City of Dreams brings Our City Our Story to NewcastleGateshead

Published: 30 January 2019
Reporter: Peter Lathan

Cooper McDonagh, performing his story Brick
Kema Kay, performing his song This Is My City
City of Dreams

“Statistics tell us 32% of children on Tyneside grow up in poverty,” says Ben Dickenson, Executive Producer for City of Dreams, “the percentage in care is high, a third experience mental ill health. But to know what it’s really like to be young in our city you need to listen to young people.”

And that is what Our City Our Story intends to do.
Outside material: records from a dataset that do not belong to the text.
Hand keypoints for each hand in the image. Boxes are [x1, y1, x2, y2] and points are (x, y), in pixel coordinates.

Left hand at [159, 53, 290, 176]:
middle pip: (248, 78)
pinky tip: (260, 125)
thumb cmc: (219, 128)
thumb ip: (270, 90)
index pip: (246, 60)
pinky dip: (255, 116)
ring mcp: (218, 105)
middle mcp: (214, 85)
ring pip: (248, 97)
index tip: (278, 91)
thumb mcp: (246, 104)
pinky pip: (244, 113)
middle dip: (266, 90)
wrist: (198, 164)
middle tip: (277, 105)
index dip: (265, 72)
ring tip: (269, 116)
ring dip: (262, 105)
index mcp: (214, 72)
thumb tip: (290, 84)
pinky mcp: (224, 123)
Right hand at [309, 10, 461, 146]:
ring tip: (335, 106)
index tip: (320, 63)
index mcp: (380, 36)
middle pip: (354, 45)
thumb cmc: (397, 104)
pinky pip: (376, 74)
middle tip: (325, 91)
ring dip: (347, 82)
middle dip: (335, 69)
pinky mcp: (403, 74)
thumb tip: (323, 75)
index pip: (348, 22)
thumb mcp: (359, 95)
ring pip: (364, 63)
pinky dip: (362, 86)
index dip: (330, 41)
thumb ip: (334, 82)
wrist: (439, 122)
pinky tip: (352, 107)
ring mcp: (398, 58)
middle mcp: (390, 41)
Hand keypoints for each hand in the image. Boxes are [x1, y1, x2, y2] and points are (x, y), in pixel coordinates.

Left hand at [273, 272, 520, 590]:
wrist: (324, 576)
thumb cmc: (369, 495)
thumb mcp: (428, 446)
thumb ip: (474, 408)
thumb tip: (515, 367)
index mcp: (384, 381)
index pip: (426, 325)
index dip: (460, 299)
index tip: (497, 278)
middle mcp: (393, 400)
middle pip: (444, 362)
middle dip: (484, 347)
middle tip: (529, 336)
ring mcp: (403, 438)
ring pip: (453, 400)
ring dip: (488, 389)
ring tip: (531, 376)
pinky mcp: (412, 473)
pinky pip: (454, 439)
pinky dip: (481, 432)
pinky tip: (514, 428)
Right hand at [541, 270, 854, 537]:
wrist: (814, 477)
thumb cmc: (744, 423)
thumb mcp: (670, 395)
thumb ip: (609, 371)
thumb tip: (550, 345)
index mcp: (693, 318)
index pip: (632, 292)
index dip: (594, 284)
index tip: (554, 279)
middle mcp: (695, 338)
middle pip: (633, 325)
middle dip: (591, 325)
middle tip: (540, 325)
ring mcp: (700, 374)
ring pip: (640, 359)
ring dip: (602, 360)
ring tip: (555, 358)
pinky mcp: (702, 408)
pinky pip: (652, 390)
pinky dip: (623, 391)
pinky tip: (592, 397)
It showcases stories made by more than 11,000 children and young people, bringing together dozens of films, poems, animations, performances, virtual reality, alternative city maps and interactive exhibitions, including:

  • Fed Up, a new play about food poverty by Live Youth Theatre
  • I Am the City, a film made by young people from West Newcastle with New Writing North
  • A virtual reality experience about living in care, produced by Curious Monkey
  • Mapping the City, drawing made by 1000s of young people with Northumbria University

The event takes place at Live Theatre on Thursday 7 March 2019 from 1:00 to 6:00 and involves 40 arts, culture, education and community partners. A team of young producers have designed the event programme, which will take over the Live Theatre building to give children and young people from Tyneside a platform to share the things that matter to them.

“No one,” adds Dickenson, “has brought together so many of their stories before.”

Artistic Director of Live Theatre, Joe Douglas said, “Everyone at Live Theatre is buzzing about hosting Our City, Our Story. City of Dreams can change the game. It is hugely ambitious but entirely possible. If the imagination and creative thinking of every young person in Newcastle and Gateshead is nourished and encouraged it can transform the adults that they become.”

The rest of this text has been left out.